第一个数列包含p-1个数,因为p是素数,所以没有一个被p整除。假设,从中取两个数,ja和ka,并假设它们模p同余。
则,p|(j - k)a。因为p不整除a,所以p|(j - k)。另外,1 <= j, k <= (p-1),则 |j - k| < p-1。只有一个数绝对值小于p-1且被p整除,就是0。但是j != k。所以,ja和ka模p不同余。即第一个数列,模p不同。

然后,我们利用前面同余式的基本运算,将下面两个数列相乘

a * (2a) * (4a) * ... * (p-1)a ≡ 1 * 2 * 3 * ... * (p-1) (mod p)

最后

a^(p-1) ≡ 1 (mod p)

欧拉函数φ

首先,考虑这么一个问题。对于任何一个数,在比他小的数中,有多少个与它互质的数?

例如,对于9,有{1, 2, 4, 5, 7, 8},共6个;对于10,有{1, 3, 7, 9},共4个。在0与m中,与m互质的数的个数是一个很重要的量。这个量记做φ。有前面可知,φ(9) = 6,φ(10) = 4。我们可以很快知道,如果m值素数,则φ(m) = m -1。这个函数也叫欧拉函数。

好了。欧拉函数出来了,接下来就是著名的欧拉公式

如果gcd(a, m) = 1,则
a^(φ(m)) ≡ 1 (mod m)

和费马小定理相对比。可以发现费马小定理其实是欧拉公式的一种特殊情况,即m是素数的情况。欧拉公式的证明可以参考网上的资料。

数论里面有很多欧拉的一些定理。越看越佩服,这个人是真厉害。同时,也有一个感受,数学不受时代的限制。欧拉等数学家距离现在几百年,但是他们研究的东西,和思维,没有因为时间太久而显老。

拉宾-米勒素性测试

最后一个问题了。解决了这个问题,大家就了解了RSA的全部知识。

RSA算法开头就蹦出个,生成两个非常大的随机素数p和q。问题是,怎么生成呢?如果是随机两个非常大的偶数的话,我可以先随机两个很大的数,然后,再乘以2即得到两个随机偶数。很可惜,目前并没有什么方法能直接得到一个超级大的随机素数。我们可以生成一个随机大数,然后判断它是不是一个素数。所以,问题就是,怎么判断一个超级大的数是一个素数。

前面学习了费马定理,可以得出

设n是素数,a是任意整数,且a模n不等于0。则
a^n ≡ a (mod n)

因此,2^m模m不同余于2模m,所以我们断定m不是素数。因为如果m是素数,它必然满足上面的定理。

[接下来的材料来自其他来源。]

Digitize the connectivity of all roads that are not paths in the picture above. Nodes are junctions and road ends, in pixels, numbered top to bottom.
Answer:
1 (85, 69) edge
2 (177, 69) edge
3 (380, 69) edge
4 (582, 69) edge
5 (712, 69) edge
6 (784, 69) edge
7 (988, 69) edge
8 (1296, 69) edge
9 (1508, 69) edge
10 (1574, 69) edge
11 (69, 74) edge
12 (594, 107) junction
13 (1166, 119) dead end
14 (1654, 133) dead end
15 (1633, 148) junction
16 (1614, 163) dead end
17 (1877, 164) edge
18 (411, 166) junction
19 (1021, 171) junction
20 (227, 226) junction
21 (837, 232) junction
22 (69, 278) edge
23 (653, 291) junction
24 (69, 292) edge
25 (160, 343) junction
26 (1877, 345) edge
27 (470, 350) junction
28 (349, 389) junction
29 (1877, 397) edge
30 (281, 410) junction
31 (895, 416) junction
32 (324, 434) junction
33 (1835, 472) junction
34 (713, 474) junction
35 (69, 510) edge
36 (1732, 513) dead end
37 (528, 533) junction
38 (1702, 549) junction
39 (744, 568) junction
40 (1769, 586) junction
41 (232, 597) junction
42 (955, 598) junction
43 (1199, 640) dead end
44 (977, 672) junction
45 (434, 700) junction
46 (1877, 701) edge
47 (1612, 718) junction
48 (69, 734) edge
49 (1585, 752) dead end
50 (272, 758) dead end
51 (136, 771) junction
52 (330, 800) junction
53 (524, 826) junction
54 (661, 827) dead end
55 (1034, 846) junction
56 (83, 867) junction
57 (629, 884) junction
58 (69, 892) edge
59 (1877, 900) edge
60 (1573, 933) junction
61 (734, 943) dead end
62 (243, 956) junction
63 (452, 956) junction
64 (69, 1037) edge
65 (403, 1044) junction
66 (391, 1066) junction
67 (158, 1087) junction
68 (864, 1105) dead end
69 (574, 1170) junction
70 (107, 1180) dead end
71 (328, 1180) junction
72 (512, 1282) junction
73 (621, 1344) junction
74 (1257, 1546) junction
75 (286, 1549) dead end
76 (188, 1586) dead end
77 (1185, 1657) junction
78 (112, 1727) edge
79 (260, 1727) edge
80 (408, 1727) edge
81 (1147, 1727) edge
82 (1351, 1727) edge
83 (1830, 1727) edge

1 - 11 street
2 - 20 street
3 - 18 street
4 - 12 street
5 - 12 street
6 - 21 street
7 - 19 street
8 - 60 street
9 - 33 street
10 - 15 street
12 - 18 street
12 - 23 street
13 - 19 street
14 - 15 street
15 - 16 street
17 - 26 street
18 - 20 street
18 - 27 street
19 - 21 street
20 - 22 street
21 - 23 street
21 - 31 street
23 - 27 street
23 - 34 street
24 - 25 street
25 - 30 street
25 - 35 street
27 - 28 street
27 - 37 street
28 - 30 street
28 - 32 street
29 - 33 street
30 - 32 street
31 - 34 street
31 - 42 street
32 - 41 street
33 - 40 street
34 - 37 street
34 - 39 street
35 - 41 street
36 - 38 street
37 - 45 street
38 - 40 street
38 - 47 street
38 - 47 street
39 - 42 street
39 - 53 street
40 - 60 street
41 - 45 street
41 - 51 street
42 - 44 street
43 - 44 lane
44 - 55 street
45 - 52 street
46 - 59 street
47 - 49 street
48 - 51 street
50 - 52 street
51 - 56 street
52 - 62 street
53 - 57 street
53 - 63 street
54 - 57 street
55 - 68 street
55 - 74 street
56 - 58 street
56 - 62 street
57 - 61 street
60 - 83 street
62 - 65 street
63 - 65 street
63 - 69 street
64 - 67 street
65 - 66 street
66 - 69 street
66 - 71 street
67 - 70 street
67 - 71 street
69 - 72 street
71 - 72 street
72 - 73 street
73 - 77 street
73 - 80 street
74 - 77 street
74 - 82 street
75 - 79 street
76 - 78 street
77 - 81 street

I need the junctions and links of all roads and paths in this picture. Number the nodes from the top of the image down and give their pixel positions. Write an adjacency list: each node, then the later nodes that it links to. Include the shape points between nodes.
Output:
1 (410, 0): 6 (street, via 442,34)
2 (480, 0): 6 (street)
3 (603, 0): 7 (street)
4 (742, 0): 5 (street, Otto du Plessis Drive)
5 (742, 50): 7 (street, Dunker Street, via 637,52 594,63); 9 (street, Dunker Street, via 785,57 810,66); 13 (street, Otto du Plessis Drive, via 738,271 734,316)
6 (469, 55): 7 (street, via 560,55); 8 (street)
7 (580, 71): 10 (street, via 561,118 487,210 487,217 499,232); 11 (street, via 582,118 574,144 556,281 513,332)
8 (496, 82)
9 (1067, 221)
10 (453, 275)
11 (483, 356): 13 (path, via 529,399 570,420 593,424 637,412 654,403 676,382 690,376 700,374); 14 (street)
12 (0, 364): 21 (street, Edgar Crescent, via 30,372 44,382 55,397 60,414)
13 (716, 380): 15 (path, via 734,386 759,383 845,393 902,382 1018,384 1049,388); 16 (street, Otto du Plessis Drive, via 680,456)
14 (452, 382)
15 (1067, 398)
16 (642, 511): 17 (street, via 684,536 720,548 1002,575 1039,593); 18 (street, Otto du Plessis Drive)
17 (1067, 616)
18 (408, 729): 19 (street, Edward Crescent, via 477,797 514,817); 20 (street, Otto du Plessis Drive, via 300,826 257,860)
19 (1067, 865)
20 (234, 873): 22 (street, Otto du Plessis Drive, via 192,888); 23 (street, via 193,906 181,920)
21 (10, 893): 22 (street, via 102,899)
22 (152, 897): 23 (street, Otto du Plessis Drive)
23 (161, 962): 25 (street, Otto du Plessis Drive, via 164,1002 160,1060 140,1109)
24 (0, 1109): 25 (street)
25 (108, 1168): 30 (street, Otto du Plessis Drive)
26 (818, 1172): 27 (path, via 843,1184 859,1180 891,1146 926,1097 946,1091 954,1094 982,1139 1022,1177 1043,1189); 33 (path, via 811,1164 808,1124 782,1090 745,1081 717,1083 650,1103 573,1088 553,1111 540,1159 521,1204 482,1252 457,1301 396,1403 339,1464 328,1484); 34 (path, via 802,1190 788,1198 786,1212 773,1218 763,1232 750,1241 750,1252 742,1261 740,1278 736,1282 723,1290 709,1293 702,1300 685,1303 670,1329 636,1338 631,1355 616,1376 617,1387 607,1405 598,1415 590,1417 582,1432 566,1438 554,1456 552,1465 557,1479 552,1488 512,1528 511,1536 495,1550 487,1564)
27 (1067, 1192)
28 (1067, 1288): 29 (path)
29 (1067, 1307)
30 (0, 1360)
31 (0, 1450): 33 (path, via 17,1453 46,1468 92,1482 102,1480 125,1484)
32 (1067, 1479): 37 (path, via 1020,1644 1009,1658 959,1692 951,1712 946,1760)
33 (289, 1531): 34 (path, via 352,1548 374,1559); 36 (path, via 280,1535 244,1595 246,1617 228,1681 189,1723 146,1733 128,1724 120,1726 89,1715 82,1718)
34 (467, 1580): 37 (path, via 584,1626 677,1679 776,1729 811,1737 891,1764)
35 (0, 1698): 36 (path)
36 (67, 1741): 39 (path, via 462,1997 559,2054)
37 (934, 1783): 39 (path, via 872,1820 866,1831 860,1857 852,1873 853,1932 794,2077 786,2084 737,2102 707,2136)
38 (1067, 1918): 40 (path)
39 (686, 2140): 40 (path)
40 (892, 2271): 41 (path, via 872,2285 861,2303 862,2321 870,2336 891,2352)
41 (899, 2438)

这是一个充分必要条件的关系。根据上面的式子,如果不满足上面的公式,我们能肯定它不是素数。如果满足,则不能确定它是不是素数。

如果能找到a的值,使得上面的式子不相等。则称a是n的证据。于是,数学家就开始试验。对于一个合数n,找n-1个尽可能多的a,来验证a是不是n的证据。结果发现,a是证据的概率非常高。翻译成白话就是,如果n不是素数,找一个小于n-1的数a,计算a^n模n,其结果有很大概率不等于a模n。

那么,还是逻辑问题。是不是找不到a使得费马同余式不相等,就表明n是一个素数了呢?不是的。并且恰好就有这样的合数。它叫卡米歇尔数,也叫伪素数。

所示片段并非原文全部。